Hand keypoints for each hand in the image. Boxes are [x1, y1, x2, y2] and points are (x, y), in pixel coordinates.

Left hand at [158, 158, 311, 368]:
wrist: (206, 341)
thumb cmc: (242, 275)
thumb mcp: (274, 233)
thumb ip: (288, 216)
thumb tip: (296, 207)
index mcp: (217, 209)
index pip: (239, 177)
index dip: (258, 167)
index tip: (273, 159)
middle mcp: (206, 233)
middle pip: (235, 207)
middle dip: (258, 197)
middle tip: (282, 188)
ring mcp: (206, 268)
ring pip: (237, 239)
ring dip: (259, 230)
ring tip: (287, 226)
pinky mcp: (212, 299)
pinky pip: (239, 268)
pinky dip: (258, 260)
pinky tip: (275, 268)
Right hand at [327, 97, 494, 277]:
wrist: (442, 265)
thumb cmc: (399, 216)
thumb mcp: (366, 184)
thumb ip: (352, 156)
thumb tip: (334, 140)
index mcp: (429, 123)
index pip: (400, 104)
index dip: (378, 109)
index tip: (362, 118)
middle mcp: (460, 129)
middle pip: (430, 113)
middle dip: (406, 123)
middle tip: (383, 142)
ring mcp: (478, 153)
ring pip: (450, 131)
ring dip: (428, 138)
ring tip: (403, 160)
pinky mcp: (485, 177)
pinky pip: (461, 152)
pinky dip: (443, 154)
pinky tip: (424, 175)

WHAT YOU HAVE TO DO: Which lines run from the one holding "Left hand at" through the one holding "middle dip: (258, 197)" in the records above? Repeat them exactly, both included, and nothing more.

SOLVED EXERCISE:
Left hand at [158, 158, 311, 368]:
wrist: (206, 341)
thumb cmc: (242, 275)
thumb mcp: (274, 233)
thumb ip: (288, 216)
thumb tip: (296, 207)
index mcp: (217, 209)
index pip: (239, 177)
index dip: (258, 167)
index tip: (273, 159)
middle mcp: (206, 233)
middle pip: (235, 207)
middle dip: (258, 197)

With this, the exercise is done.